I had never heard of Dagstuhl before receiving an email with an invitation to participate in a seminar. At first I thought it was a spam message and actually sent it to my spam folder (I, as most others, receive many spam messages each day about conferences, journals, etc) … but a split second later my brain sent a “stop command” to my fingers. There was something unusual with this message, I moved the message back to my inbox and saw what my eyes had seen: the names of some people I knew or had heard about.
So I started to read a bit more carefully, sent a couple of emails to check if this was for real, talked to a few colleagues and realized that: Yes, it was real. My colleagues recommended me to attend and since I had been thinking of start doing some research again the timing was perfect.
Fast-forward about a year and it was time for me to leave for Schloss Dagstuhl. After two flights, a train ride and finally a taxi ride I arrived at Schloss Dagstuhl.
Since I arrived in the evening I didn’t see much of the building but in the morning I was greeted with the following view.
After breakfast it was time to meet the others. Some were old friends and some I met for the first time. I soon discovered that the seminar followed some simple rules: breakfast, start discussions at 9:00, lunch at 12:00, new discussions from 13:30, dinner at 18:00 and then social gatherings until late evening/early night.
This is what I really liked about the whole format, there was a lot of time for meeting and talking to the others, the atmosphere was very informal and relaxed. To be honest I’m surprised that this idea hasn’t been copied all around the world. I think that all Ph.D. students should visit something like this at least once during their studies. It’s a huge opportunity to get to know the people in field and get contacts for the future.
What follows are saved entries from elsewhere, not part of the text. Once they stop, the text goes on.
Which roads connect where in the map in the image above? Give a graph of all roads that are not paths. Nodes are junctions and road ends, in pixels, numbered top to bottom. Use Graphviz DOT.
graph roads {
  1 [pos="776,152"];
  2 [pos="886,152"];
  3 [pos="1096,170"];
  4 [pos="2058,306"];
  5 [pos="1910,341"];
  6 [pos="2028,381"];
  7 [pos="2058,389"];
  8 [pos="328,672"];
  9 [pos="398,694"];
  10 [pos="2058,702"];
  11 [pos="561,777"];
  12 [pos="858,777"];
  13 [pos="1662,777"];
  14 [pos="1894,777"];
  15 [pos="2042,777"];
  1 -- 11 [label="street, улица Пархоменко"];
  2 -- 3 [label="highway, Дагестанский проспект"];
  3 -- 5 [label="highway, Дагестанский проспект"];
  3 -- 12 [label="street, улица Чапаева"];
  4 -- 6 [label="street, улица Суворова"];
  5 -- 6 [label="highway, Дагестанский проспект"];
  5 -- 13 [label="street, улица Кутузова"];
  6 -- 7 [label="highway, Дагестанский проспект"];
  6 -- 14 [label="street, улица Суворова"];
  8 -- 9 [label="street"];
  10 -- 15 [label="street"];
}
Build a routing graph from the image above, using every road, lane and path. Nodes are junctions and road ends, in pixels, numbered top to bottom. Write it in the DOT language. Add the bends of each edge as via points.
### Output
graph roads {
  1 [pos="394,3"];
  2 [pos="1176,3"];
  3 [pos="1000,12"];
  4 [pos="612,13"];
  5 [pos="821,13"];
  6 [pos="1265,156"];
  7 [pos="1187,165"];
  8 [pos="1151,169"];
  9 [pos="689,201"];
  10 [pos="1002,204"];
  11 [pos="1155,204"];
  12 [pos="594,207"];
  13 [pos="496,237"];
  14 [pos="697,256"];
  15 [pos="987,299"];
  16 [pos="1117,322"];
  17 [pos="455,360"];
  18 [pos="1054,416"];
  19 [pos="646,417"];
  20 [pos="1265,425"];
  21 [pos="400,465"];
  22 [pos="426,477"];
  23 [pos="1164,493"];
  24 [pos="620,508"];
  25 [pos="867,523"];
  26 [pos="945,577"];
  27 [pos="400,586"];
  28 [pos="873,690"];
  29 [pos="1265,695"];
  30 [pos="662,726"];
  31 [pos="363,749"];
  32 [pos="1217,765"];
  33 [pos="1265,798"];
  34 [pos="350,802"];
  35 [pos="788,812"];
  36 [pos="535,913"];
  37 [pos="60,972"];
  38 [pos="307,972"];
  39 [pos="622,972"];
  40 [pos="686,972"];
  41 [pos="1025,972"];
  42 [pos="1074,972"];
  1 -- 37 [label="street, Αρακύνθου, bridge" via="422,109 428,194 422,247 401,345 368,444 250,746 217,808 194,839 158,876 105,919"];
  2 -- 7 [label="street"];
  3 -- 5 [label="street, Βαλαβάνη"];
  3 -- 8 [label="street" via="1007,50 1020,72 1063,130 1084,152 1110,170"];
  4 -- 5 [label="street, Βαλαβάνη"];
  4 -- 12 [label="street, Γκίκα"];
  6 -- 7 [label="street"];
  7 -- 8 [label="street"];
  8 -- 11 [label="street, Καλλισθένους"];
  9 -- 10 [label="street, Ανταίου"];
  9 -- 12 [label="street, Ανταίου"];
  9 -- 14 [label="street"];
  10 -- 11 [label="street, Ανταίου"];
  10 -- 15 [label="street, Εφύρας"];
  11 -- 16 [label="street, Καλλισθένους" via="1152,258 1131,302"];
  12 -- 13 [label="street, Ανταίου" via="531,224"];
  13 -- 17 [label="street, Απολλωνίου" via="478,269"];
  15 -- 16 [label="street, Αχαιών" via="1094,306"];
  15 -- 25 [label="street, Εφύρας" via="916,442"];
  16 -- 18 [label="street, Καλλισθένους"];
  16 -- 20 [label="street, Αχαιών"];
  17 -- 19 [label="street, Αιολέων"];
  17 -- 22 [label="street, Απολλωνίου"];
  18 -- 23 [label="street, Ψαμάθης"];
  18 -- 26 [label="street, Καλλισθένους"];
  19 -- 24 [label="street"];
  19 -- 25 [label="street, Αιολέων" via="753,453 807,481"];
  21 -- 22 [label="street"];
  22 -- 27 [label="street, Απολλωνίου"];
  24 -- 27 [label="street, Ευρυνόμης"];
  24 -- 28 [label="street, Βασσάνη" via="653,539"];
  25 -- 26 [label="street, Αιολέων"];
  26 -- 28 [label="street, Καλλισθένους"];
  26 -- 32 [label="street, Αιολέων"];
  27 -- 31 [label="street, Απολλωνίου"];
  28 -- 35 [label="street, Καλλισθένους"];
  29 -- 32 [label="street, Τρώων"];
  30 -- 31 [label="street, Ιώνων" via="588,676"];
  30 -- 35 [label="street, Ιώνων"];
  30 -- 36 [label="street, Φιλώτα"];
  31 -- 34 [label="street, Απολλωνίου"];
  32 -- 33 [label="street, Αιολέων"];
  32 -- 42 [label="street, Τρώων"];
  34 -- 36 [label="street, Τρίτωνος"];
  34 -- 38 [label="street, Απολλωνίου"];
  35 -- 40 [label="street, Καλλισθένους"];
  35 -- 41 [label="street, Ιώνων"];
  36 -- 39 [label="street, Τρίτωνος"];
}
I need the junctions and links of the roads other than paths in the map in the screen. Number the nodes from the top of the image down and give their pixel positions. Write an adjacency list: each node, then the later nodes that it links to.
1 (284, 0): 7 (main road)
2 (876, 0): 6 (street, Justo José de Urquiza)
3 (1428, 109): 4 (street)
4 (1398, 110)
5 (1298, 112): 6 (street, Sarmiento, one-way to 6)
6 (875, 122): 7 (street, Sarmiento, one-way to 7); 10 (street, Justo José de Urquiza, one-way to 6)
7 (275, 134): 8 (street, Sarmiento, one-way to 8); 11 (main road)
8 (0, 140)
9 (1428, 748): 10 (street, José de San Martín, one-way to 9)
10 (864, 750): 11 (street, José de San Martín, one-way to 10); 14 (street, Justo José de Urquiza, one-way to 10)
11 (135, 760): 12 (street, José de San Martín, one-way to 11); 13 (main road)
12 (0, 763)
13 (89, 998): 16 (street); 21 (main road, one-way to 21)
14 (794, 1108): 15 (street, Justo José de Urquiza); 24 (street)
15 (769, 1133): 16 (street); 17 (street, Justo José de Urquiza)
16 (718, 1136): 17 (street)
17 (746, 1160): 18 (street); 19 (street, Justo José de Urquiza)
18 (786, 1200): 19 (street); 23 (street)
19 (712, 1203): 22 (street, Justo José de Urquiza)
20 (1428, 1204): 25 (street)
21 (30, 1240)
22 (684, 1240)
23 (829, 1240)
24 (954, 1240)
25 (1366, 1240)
Schloss Dagstuhl is in itself a nice historic site. The current buildings are not that old, some 250+ years, but on top of the hill behind the buildings there are the ruins of the original castle. They are much older, originally it’s build sometime before 1290, and of course there have been additions, renovations, etc since then. Now there are just some low stone walls left and a partial tower but it’s always fun to walk around and try to imagine how it looked like when people were actually living there. My reaction was the same as usual, having lived the whole of my life in areas where wooden building are the norm I just see the stone walls and go ”Brrrrr, ccccoooooollllld”.
To summarize: if you ever get an invitation from Dagstuhl, don’t put it in your spam folder just answer ”Yes” and go there.